Your instructions ▸ Nothing but the records themselves, exactly as written and free of pictures, should appear in your response.

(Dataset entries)

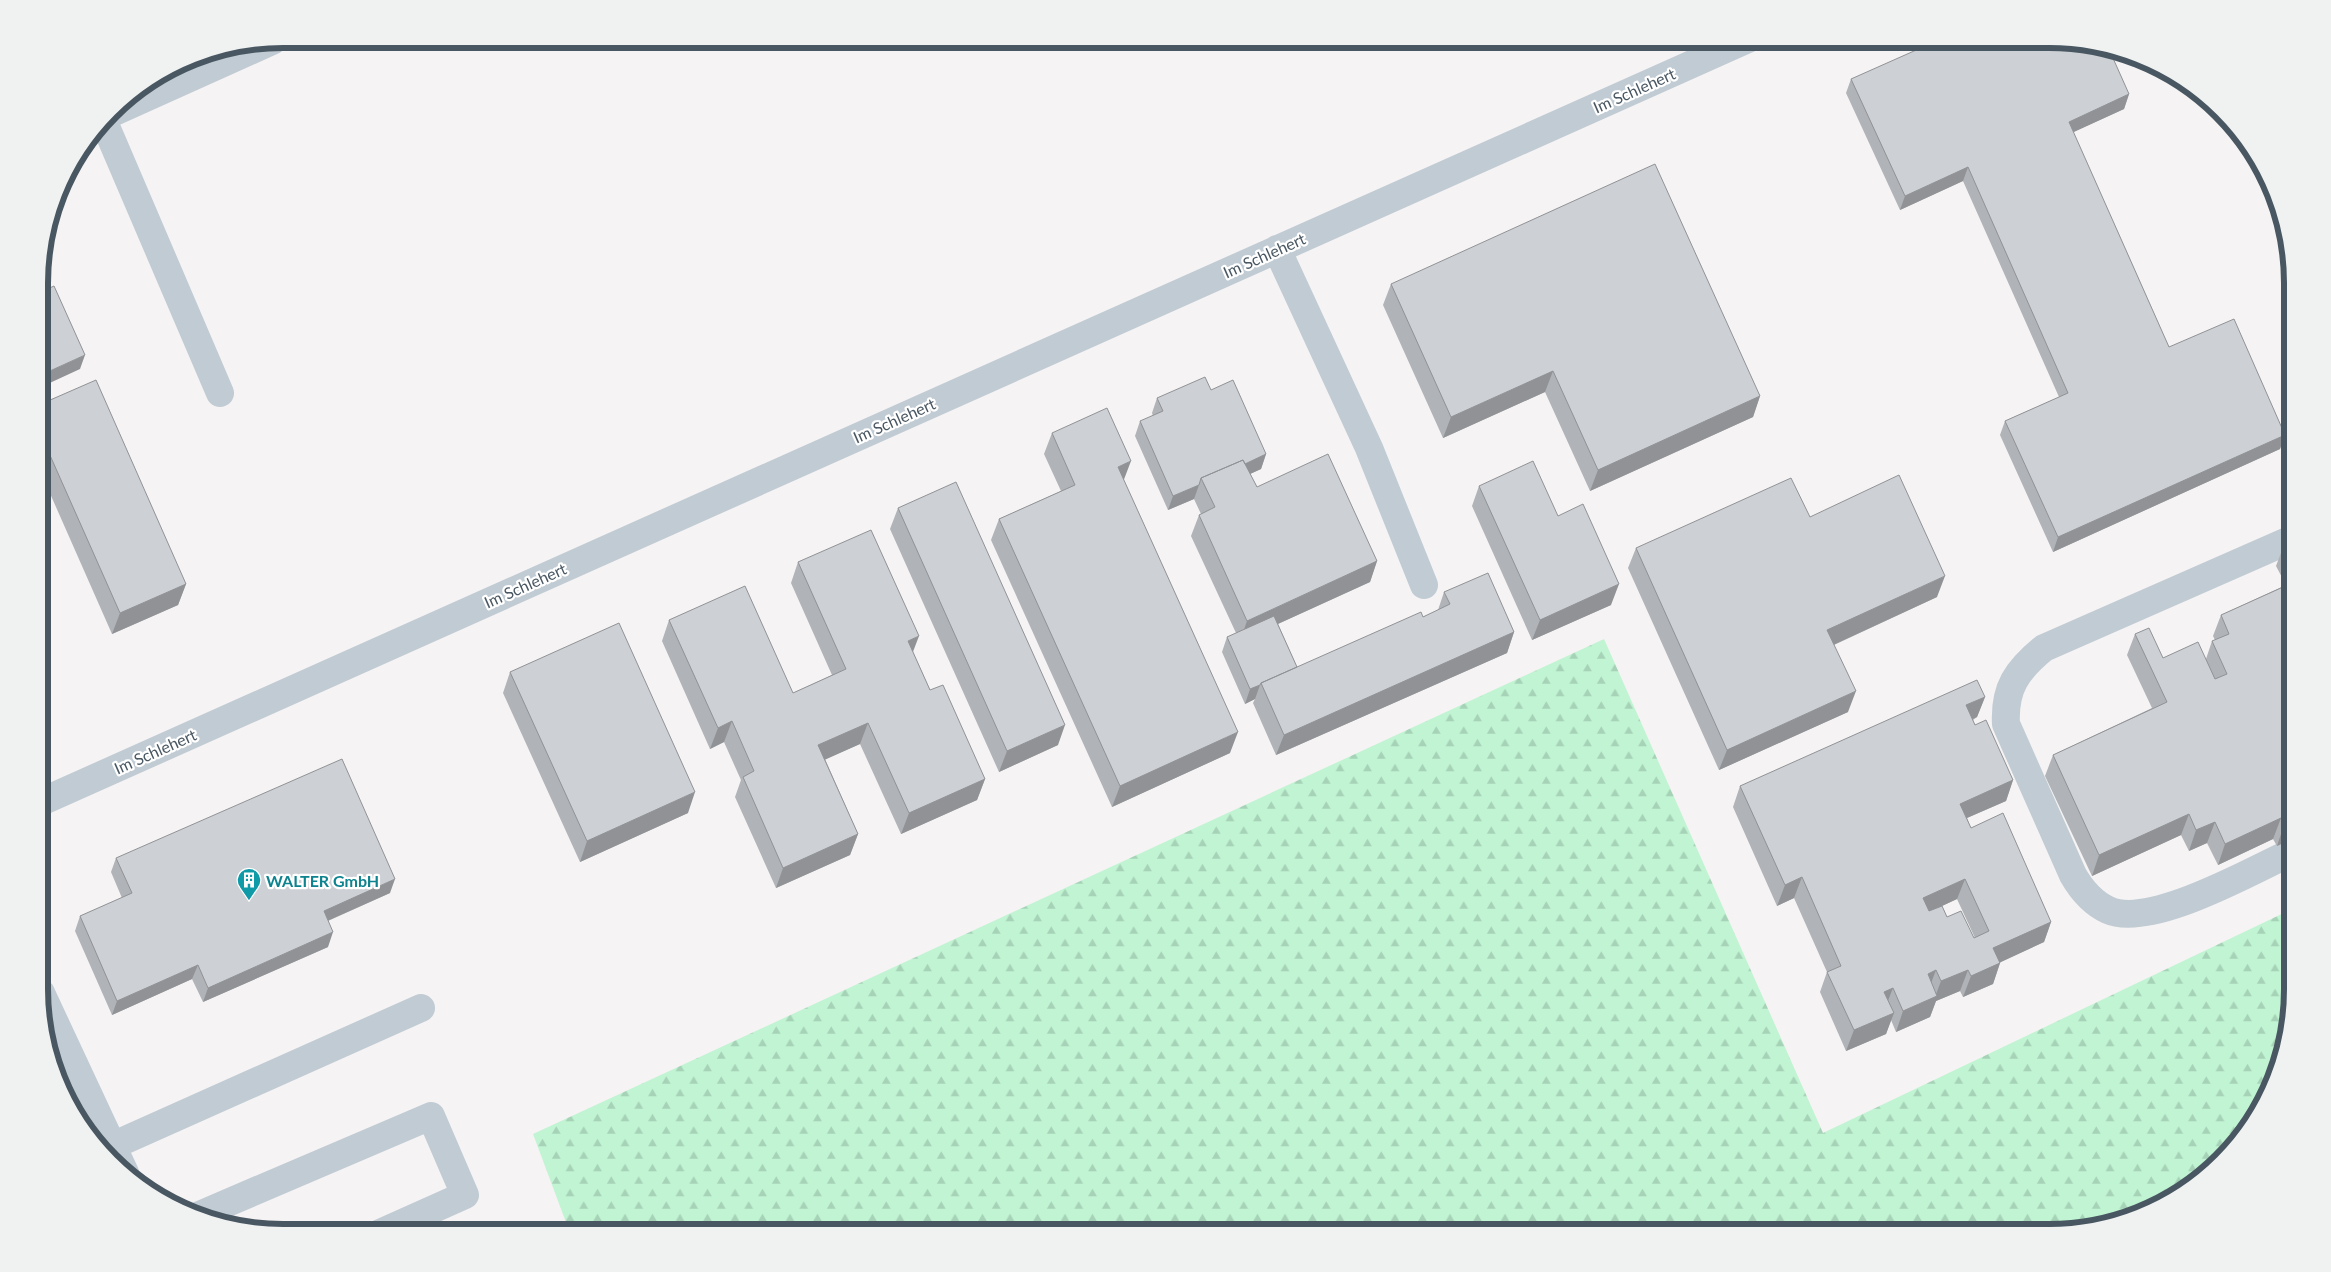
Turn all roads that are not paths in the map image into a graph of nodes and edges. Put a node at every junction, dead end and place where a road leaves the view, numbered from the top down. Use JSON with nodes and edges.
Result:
{"nodes":[{"id":1,"x":1728,"y":48,"type":"edge"},
{"id":2,"x":252,"y":50,"type":"edge"},
{"id":3,"x":129,"y":106,"type":"edge"},
{"id":4,"x":106,"y":128,"type":"edge"},
{"id":5,"x":1277,"y":249,"type":"junction"},
{"id":6,"x":220,"y":393,"type":"dead end"},
{"id":7,"x":2284,"y":543,"type":"edge"},
{"id":8,"x":1424,"y":585,"type":"dead end"},
{"id":9,"x":48,"y":799,"type":"edge"},
{"id":10,"x":2284,"y":856,"type":"edge"},
{"id":11,"x":421,"y":1008,"type":"dead end"},
{"id":12,"x":49,"y":1010,"type":"edge"},
{"id":13,"x":112,"y":1146,"type":"junction"},
{"id":14,"x":117,"y":1157,"type":"edge"},
{"id":15,"x":207,"y":1212,"type":"edge"},
{"id":16,"x":400,"y":1224,"type":"edge"}],
"edges":[{"from":1,"to":5,"type":"street","name":"Im Schlehert"},
{"from":2,"to":3,"type":"street"},
{"from":4,"to":6,"type":"street"},
{"from":5,"to":8,"type":"street"},
{"from":5,"to":9,"type":"street","name":"Im Schlehert"},
{"from":7,"to":10,"type":"street"},
{"from":11,"to":13,"type":"street"},
{"from":12,"to":13,"type":"street"},
{"from":13,"to":14,"type":"street"},
{"from":15,"to":16,"type":"street"}]}
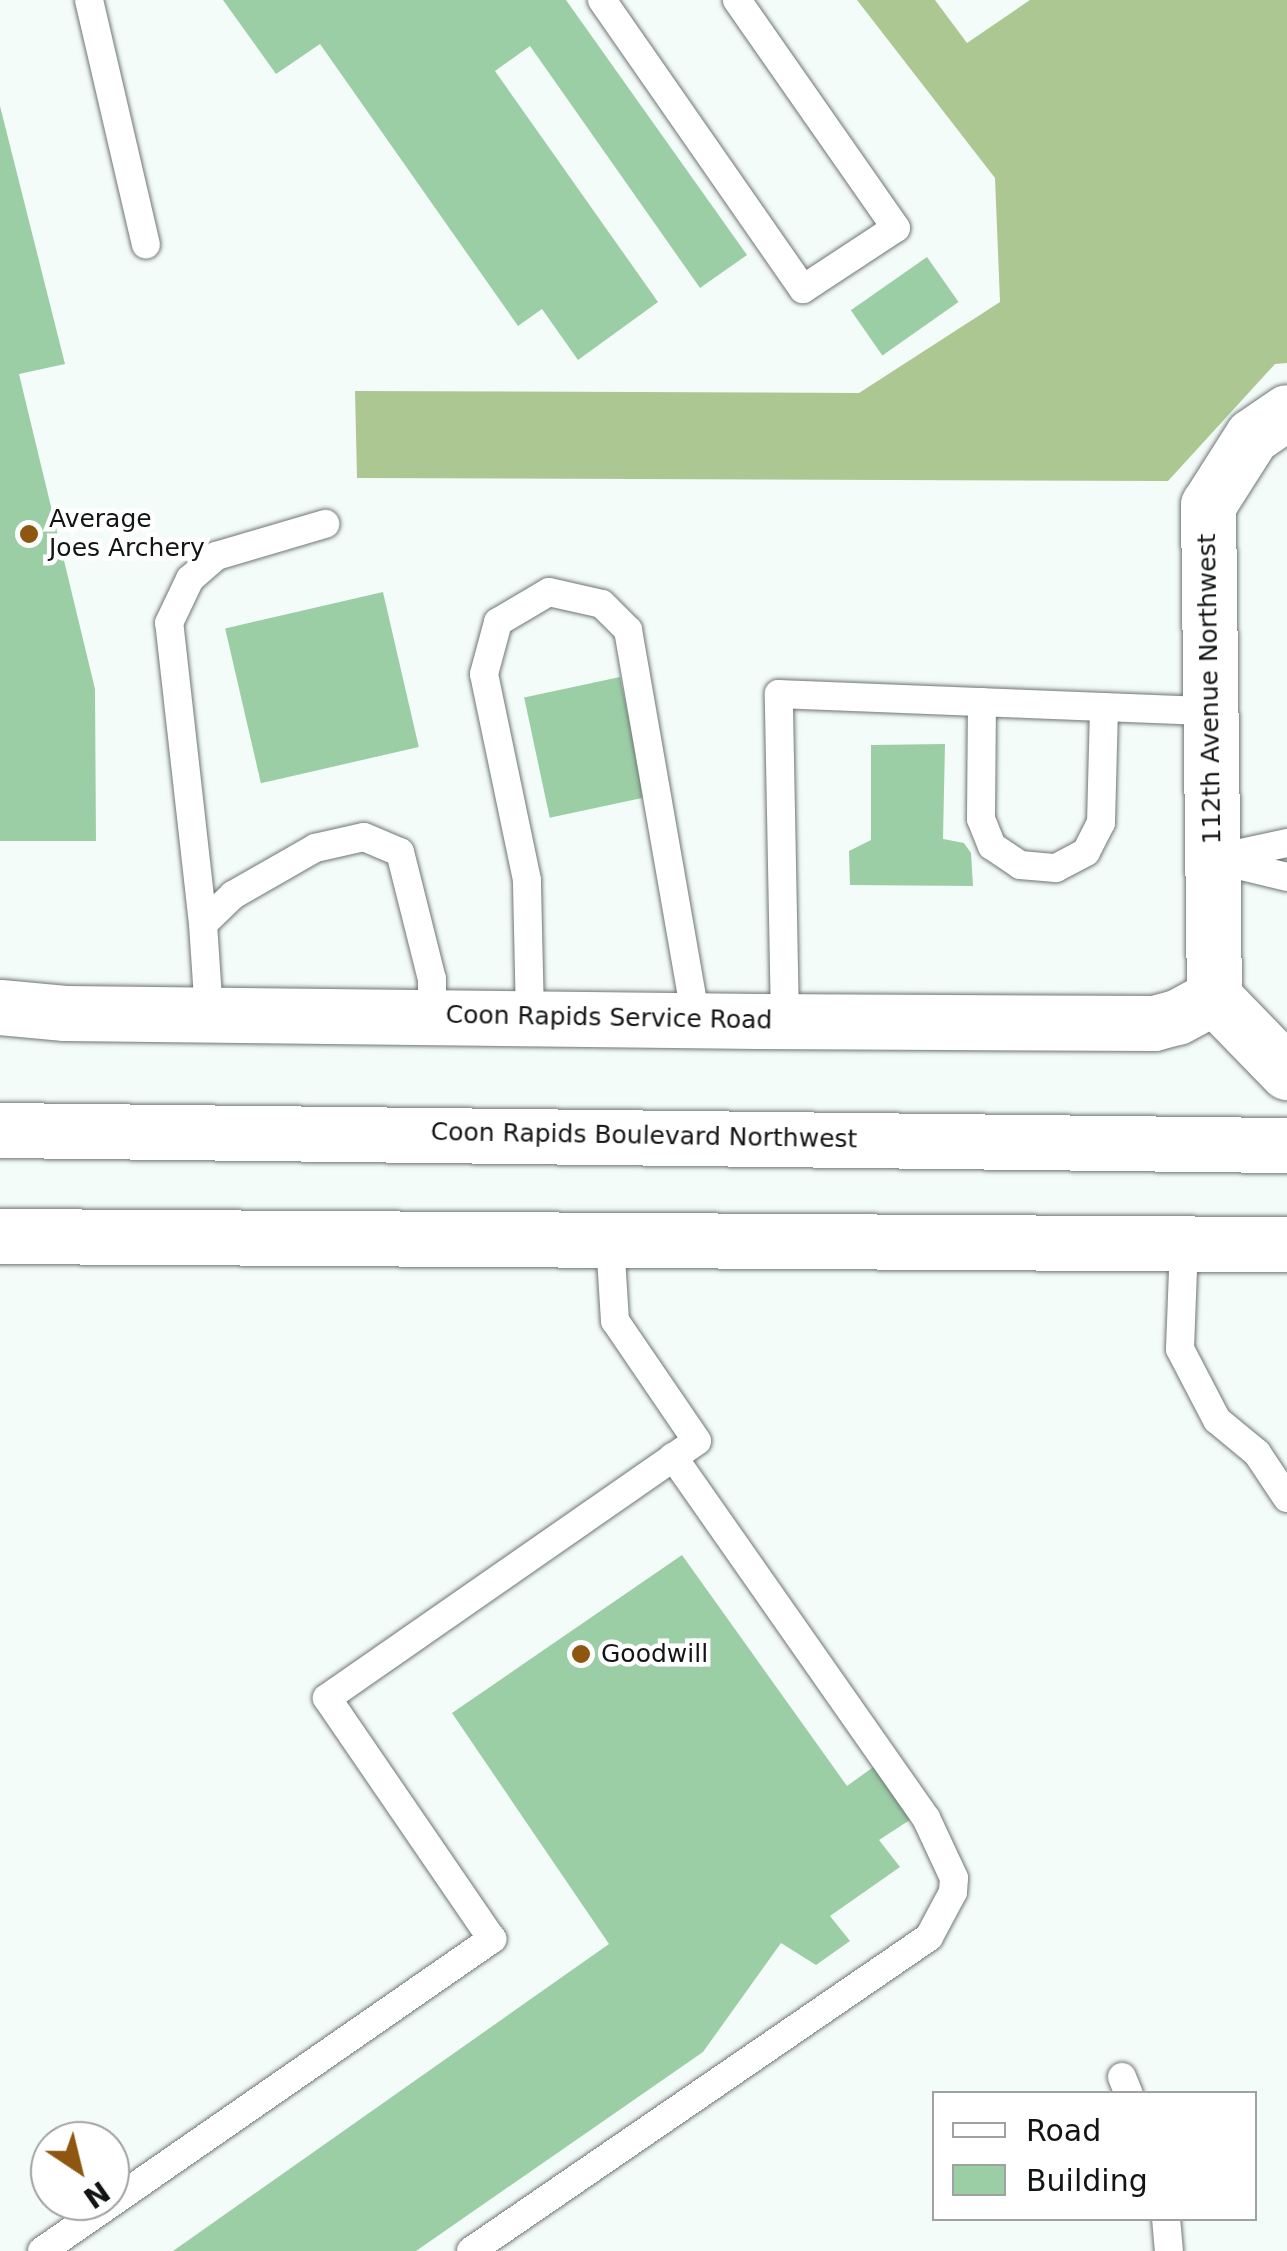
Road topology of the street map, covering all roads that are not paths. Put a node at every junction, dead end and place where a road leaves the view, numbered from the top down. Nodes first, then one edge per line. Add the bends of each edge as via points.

Task result ▸
Turn all roads that are not paths in the map image into a graph of nodes and edges. Put a node at every junction, dead end and place where a road leaves the view, numbered from the top down. Use JSON with nodes and edges.
Result:
{"nodes":[{"id":1,"x":1728,"y":48,"type":"edge"},
{"id":2,"x":252,"y":50,"type":"edge"},
{"id":3,"x":129,"y":106,"type":"edge"},
{"id":4,"x":106,"y":128,"type":"edge"},
{"id":5,"x":1277,"y":249,"type":"junction"},
{"id":6,"x":220,"y":393,"type":"dead end"},
{"id":7,"x":2284,"y":543,"type":"edge"},
{"id":8,"x":1424,"y":585,"type":"dead end"},
{"id":9,"x":48,"y":799,"type":"edge"},
{"id":10,"x":2284,"y":856,"type":"edge"},
{"id":11,"x":421,"y":1008,"type":"dead end"},
{"id":12,"x":49,"y":1010,"type":"edge"},
{"id":13,"x":112,"y":1146,"type":"junction"},
{"id":14,"x":117,"y":1157,"type":"edge"},
{"id":15,"x":207,"y":1212,"type":"edge"},
{"id":16,"x":400,"y":1224,"type":"edge"}],
"edges":[{"from":1,"to":5,"type":"street","name":"Im Schlehert"},
{"from":2,"to":3,"type":"street"},
{"from":4,"to":6,"type":"street"},
{"from":5,"to":8,"type":"street"},
{"from":5,"to":9,"type":"street","name":"Im Schlehert"},
{"from":7,"to":10,"type":"street"},
{"from":11,"to":13,"type":"street"},
{"from":12,"to":13,"type":"street"},
{"from":13,"to":14,"type":"street"},
{"from":15,"to":16,"type":"street"}]}
Road topology of the street map, covering all roads that are not paths. Put a node at every junction, dead end and place where a road leaves the view, numbered from the top down. Nodes first, then one edge per line. Add the bends of each edge as via points.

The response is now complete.